British jazz legend star Johnny Dankworth dead

British jazz legend Sir John Dankworth died from age-related illness at the King Edward VII Hospital here on Saturday. He was 82.

Sir John, a saxophonist and prolific composer, worked with world famous jazz exponents Duke Ellington, Nat King Cole and Ella Fitzgerald to name a few, over a career spanning more than half a century.

His death was announced by his jazz singer wife, Dame Cleo Laine, during a star-studded concert marking the 40th anniversary of “The Stables”, the entertainment venue they set up together at their Buckinghamshire home.

Better known as Johnny Dankworth before he was knighted in 2006, Sir John started his own jazz orchestra in the 1950s, The Telegraph reports.

He wrote the theme tune for TV shows The Avengers and Tomorrow’s World, and films including Modesty Blaise, The Servant and Saturday Night and Sunday Morning.

Sir John was born in Woodford, Essex, in 1927 and showed early proficiency on the clarinet.

After falling in love with the music of legendary US saxophonist Charlie Parker, he took up the same instrument.

He won a place at the Royal Academy of Music aged 17, and after a short spell in the Army, was voted British Musician of the Year in 1949.

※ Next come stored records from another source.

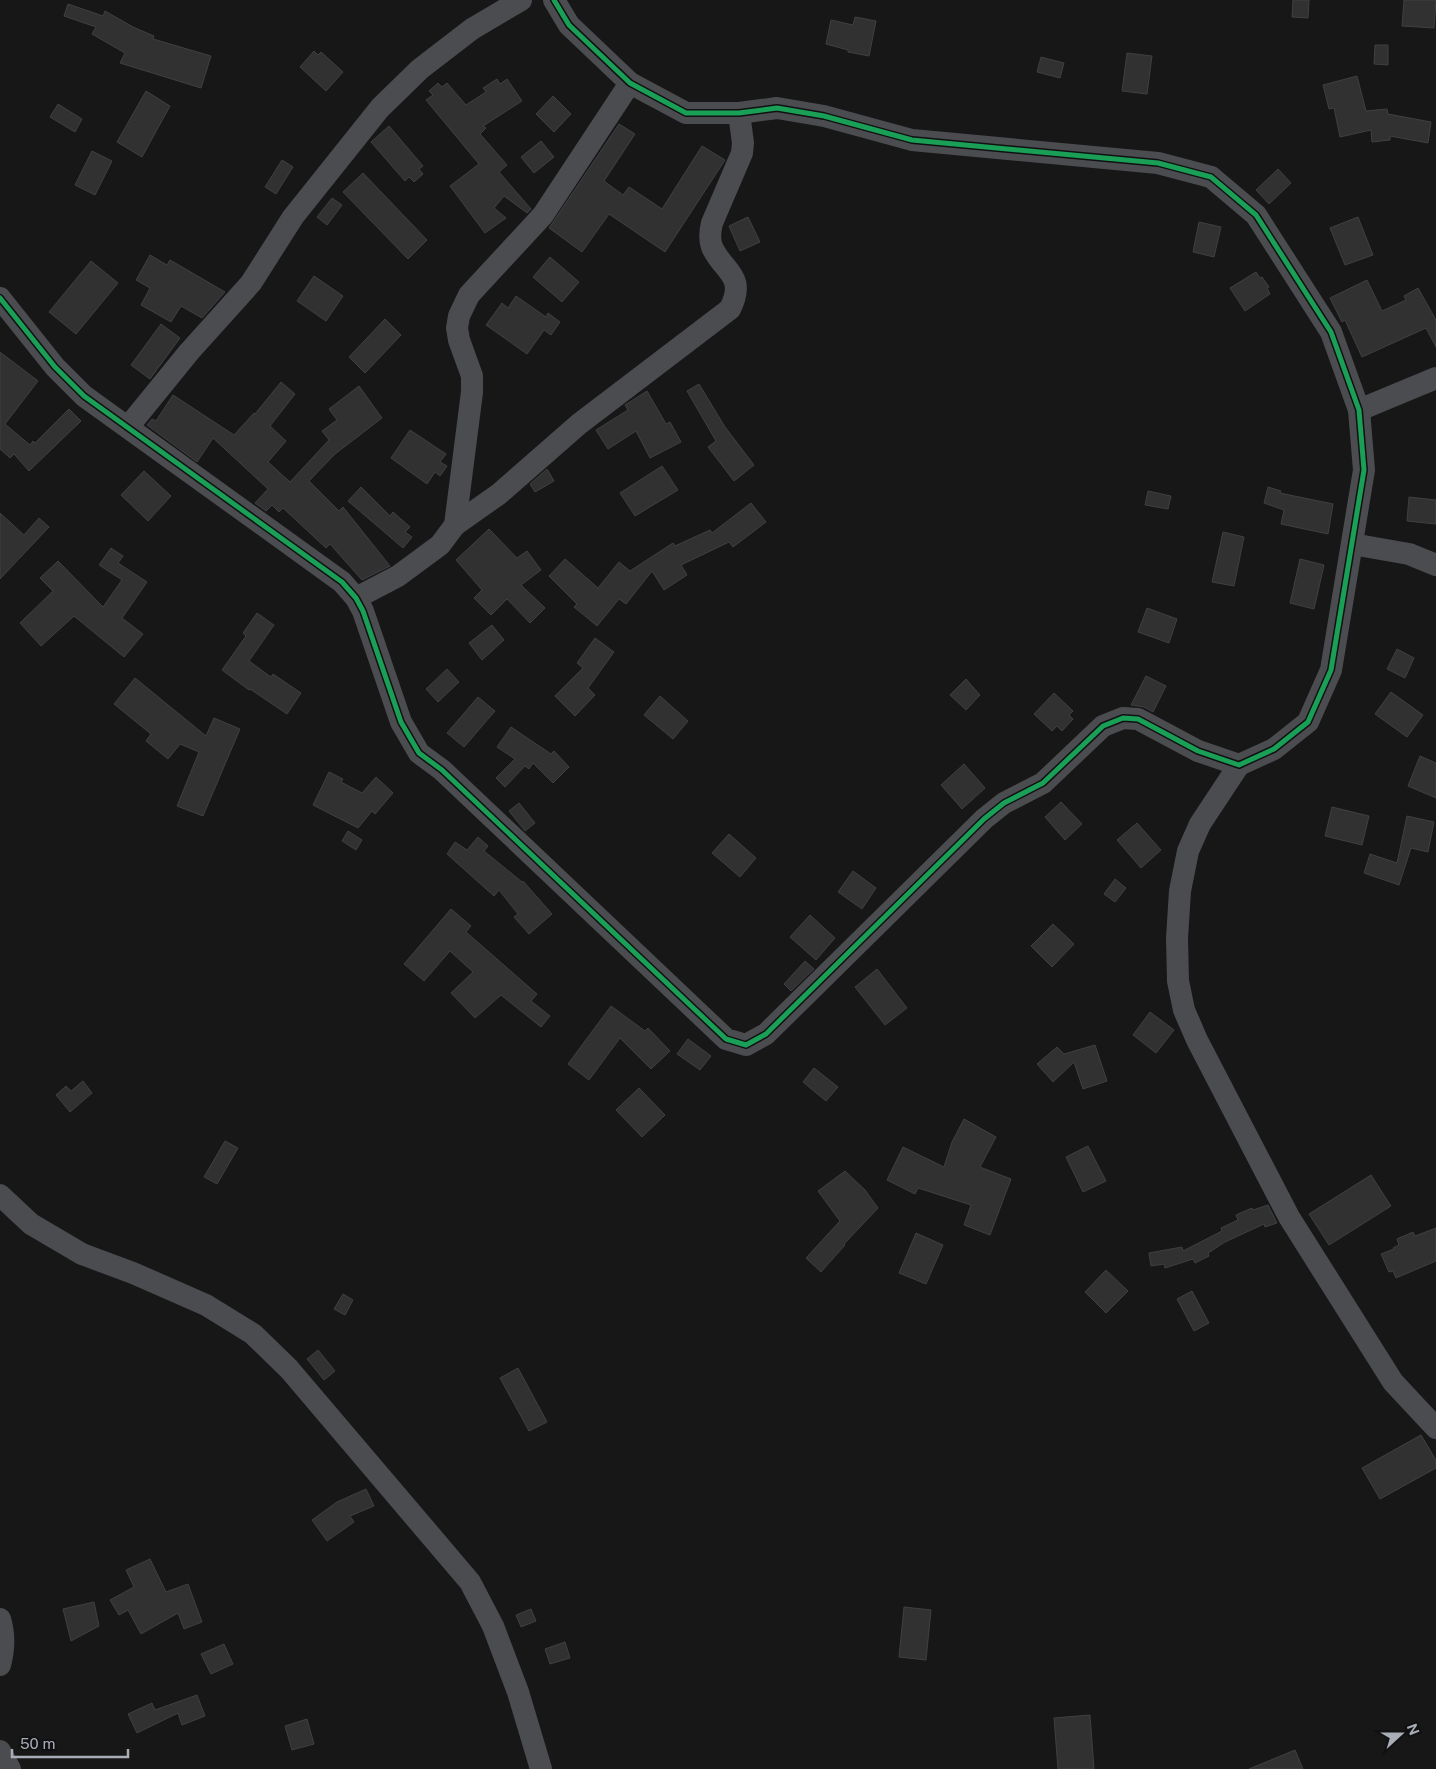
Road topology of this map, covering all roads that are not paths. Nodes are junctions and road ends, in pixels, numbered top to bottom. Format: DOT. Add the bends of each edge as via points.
graph roads {
  1 [pos="521,0"];
  2 [pos="554,0"];
  3 [pos="630,82"];
  4 [pos="738,113"];
  5 [pos="0,298"];
  6 [pos="1436,378"];
  7 [pos="1359,410"];
  8 [pos="128,427"];
  9 [pos="455,526"];
  10 [pos="1352,544"];
  11 [pos="1436,565"];
  12 [pos="356,598"];
  13 [pos="1238,765"];
  14 [pos="0,1195"];
  15 [pos="1436,1428"];
  16 [pos="0,1620"];
  17 [pos="0,1665"];
  18 [pos="0,1750"];
  19 [pos="10,1769"];
  20 [pos="541,1769"];
  1 -- 8 [label="street" via="472,29 420,69 380,108 293,217 252,283 189,352"];
  2 -- 3 [label="street" via="569,25"];
  3 -- 4 [label="street" via="686,113"];
  3 -- 9 [label="street" via="543,214 469,295 459,316 459,340 469,364 472,384"];
  4 -- 7 [label="street" via="777,108 824,116 912,140 1158,163 1211,177 1256,216 1331,332"];
  4 -- 9 [label="street" via="744,144 742,153 710,235 712,246 732,273 736,286 735,300 730,309 579,424 499,494"];
  5 -- 8 [label="street" via="55,367 84,396"];
  6 -- 7 [label="street"];
  7 -- 10 [label="street" via="1364,470"];
  8 -- 12 [label="street" via="342,582"];
  9 -- 12 [label="street" via="440,545 398,576"];
  10 -- 11 [label="street" via="1409,554"];
  10 -- 13 [label="street" via="1331,670 1308,722 1274,749"];
  12 -- 13 [label="street" via="400,722 419,753 442,770 726,1039 746,1045 766,1034 984,819 1004,803 1043,783 1103,726 1123,718 1138,719 1198,751"];
  13 -- 15 [label="street" via="1200,824 1188,852 1180,891 1178,938 1178,981 1184,1010 1289,1217 1393,1382"];
  14 -- 20 [label="street" via="31,1224 82,1254 206,1305 253,1334 290,1369 470,1582 493,1626 518,1692"];
  16 -- 17 [label="street" via="4,1631"];
  18 -- 19 [label="street"];
}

Sir John met his wife in 1950 while auditioning singers for his band, the Dankworth Seven. They married in 1958.

That decade also saw him tour the United States with his jazz orchestra, sharing the bill with the Duke Ellington Orchestra.

He worked with directors like Karel Reisz, Sir Peter Hall, John Schlesinger, Joseph Losey and Henry Hathaway.

In 1985 Sir John founded the London Symphony Orchestra’’s Summer Pops, continuing to work with it as artistic director until 1990.

In October last year he was taken ill at the end of a US tour with his wife.